▸ **What to work on**
Using the material below, return exactly the lines between the one holding "Build a routing" and the one holding "Please list the nodes and edges formed by all roads that", inclusive, and no others.

▸ **Excerpted records**
+++
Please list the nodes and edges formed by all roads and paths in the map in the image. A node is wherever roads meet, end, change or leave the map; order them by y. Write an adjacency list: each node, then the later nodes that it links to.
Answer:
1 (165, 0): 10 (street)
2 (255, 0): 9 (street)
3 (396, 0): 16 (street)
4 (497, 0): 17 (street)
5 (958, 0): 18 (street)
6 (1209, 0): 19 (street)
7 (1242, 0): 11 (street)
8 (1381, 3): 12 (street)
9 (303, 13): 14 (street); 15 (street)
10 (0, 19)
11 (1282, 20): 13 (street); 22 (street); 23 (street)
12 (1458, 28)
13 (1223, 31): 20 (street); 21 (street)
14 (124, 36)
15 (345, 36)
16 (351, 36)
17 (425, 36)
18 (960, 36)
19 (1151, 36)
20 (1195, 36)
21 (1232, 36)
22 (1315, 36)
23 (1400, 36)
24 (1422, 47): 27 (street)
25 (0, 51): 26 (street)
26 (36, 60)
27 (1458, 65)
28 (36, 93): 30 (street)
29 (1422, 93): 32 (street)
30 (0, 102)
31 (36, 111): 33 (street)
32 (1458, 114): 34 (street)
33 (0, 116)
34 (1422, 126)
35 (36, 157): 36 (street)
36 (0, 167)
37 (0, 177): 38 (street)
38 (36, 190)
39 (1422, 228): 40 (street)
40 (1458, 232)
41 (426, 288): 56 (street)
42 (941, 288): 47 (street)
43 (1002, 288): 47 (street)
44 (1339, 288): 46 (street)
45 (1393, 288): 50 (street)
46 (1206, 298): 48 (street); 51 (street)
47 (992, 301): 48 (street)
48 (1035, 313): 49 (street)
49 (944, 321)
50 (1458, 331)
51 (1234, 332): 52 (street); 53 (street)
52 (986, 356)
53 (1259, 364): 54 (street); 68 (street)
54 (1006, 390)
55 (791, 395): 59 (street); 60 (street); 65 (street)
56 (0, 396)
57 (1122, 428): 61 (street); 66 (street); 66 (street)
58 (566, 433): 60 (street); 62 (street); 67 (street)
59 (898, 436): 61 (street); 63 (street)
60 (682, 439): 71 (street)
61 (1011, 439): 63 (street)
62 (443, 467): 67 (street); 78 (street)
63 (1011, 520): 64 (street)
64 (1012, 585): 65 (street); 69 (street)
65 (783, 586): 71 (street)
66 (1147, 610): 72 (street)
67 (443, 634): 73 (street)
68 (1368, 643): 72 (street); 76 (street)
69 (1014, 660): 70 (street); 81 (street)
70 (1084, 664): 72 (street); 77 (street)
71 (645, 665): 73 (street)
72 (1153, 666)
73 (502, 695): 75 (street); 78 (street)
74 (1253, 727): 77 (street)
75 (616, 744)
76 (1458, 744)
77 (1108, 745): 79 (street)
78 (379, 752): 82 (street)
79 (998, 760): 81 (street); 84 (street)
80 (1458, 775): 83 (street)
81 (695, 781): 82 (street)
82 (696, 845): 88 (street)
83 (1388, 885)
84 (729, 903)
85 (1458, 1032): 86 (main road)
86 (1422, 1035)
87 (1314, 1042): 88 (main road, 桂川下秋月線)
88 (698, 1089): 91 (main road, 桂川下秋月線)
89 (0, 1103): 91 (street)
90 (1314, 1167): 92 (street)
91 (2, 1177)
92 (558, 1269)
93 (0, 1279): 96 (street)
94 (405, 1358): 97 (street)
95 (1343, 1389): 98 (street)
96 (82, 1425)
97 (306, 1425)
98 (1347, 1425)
+++
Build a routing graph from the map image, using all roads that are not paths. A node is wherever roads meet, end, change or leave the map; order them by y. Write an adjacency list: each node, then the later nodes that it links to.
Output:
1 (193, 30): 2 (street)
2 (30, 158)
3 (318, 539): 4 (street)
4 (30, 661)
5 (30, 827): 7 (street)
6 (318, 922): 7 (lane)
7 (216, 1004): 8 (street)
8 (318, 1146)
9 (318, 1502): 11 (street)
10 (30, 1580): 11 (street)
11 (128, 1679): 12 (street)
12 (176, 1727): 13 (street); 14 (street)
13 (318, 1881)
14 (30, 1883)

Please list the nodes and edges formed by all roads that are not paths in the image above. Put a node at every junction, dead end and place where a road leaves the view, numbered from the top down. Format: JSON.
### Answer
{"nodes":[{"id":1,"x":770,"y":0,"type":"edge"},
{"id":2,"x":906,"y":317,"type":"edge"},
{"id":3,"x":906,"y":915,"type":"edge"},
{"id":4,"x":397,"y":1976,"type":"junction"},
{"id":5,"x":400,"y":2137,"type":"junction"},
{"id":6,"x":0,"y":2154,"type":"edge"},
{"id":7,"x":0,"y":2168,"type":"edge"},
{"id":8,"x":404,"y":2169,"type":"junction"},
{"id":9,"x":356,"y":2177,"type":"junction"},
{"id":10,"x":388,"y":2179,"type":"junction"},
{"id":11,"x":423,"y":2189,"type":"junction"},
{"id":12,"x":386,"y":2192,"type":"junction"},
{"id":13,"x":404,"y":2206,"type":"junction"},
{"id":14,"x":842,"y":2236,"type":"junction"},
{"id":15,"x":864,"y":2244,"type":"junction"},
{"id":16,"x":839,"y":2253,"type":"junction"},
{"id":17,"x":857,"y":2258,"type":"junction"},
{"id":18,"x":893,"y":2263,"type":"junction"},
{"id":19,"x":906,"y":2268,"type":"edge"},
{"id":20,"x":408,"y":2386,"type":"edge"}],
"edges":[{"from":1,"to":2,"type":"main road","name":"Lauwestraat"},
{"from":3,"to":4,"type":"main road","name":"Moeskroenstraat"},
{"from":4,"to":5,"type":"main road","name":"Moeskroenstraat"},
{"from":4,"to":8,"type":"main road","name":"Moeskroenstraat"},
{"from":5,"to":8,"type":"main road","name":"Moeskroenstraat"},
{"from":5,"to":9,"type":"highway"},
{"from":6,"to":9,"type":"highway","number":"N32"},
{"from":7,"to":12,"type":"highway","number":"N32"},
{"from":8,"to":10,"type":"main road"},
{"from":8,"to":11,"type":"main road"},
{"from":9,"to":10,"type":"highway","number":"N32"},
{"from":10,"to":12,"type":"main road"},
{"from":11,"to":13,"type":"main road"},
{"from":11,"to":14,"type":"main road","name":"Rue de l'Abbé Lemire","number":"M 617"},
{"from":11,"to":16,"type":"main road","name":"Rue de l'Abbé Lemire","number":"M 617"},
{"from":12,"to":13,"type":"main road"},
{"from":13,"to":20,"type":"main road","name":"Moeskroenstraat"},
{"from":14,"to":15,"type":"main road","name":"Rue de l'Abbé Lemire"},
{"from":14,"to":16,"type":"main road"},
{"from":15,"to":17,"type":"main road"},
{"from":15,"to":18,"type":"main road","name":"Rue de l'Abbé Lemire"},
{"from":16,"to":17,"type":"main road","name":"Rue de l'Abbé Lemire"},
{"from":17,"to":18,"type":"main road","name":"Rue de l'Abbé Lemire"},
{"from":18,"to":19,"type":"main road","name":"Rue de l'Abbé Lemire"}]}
+++
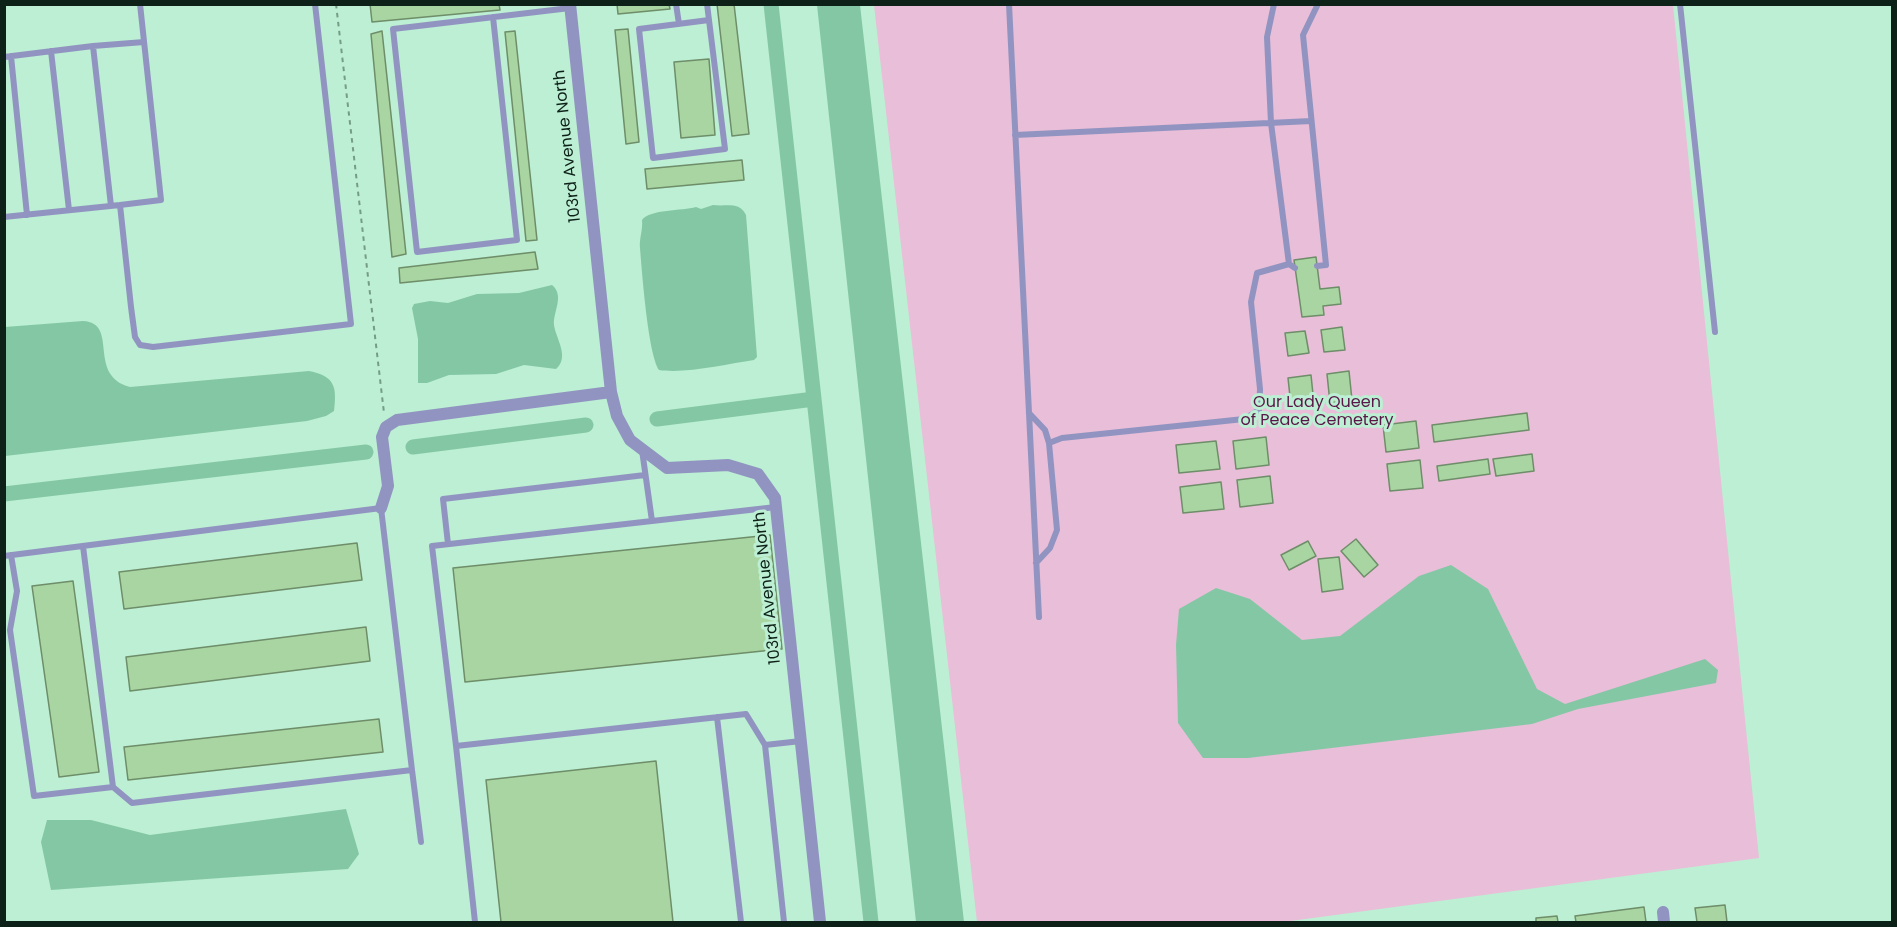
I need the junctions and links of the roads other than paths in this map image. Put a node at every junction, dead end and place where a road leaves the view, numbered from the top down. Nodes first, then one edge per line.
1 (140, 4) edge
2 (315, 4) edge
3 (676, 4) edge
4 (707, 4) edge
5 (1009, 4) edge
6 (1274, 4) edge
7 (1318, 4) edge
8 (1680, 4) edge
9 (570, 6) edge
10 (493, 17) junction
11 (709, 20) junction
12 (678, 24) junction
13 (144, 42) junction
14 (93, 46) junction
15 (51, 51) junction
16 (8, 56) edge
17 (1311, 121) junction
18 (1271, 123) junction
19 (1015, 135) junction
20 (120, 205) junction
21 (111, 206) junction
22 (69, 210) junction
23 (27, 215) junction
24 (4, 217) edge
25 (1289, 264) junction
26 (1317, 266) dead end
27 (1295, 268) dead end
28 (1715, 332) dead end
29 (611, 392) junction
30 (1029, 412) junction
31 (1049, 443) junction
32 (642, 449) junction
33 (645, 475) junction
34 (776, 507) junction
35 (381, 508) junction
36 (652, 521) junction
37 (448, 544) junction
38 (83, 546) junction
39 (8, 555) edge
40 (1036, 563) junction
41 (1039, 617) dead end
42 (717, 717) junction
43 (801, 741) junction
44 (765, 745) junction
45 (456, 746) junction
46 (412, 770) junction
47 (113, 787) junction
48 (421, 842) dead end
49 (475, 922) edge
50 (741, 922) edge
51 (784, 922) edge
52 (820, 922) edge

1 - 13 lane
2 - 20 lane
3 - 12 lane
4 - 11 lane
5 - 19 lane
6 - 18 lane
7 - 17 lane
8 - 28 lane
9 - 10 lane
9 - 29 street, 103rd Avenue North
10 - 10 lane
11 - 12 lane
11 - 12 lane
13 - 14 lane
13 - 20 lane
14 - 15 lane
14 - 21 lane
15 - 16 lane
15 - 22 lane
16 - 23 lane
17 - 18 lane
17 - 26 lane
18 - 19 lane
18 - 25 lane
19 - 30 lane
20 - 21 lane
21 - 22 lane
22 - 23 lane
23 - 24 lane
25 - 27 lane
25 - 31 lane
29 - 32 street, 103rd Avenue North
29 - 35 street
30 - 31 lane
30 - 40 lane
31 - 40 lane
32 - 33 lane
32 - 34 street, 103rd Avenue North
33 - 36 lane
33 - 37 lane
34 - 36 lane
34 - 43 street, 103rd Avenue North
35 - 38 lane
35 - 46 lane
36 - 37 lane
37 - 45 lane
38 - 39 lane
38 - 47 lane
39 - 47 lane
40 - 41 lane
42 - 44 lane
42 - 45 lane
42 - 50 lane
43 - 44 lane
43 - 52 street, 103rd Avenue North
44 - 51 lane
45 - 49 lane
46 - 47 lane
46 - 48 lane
+++
▸ **Answer space**
Build a routing graph from the map image, using all roads that are not paths. A node is wherever roads meet, end, change or leave the map; order them by y. Write an adjacency list: each node, then the later nodes that it links to.
Output:
1 (193, 30): 2 (street)
2 (30, 158)
3 (318, 539): 4 (street)
4 (30, 661)
5 (30, 827): 7 (street)
6 (318, 922): 7 (lane)
7 (216, 1004): 8 (street)
8 (318, 1146)
9 (318, 1502): 11 (street)
10 (30, 1580): 11 (street)
11 (128, 1679): 12 (street)
12 (176, 1727): 13 (street); 14 (street)
13 (318, 1881)
14 (30, 1883)

Please list the nodes and edges formed by all roads that are not paths in the image above. Put a node at every junction, dead end and place where a road leaves the view, numbered from the top down. Format: JSON.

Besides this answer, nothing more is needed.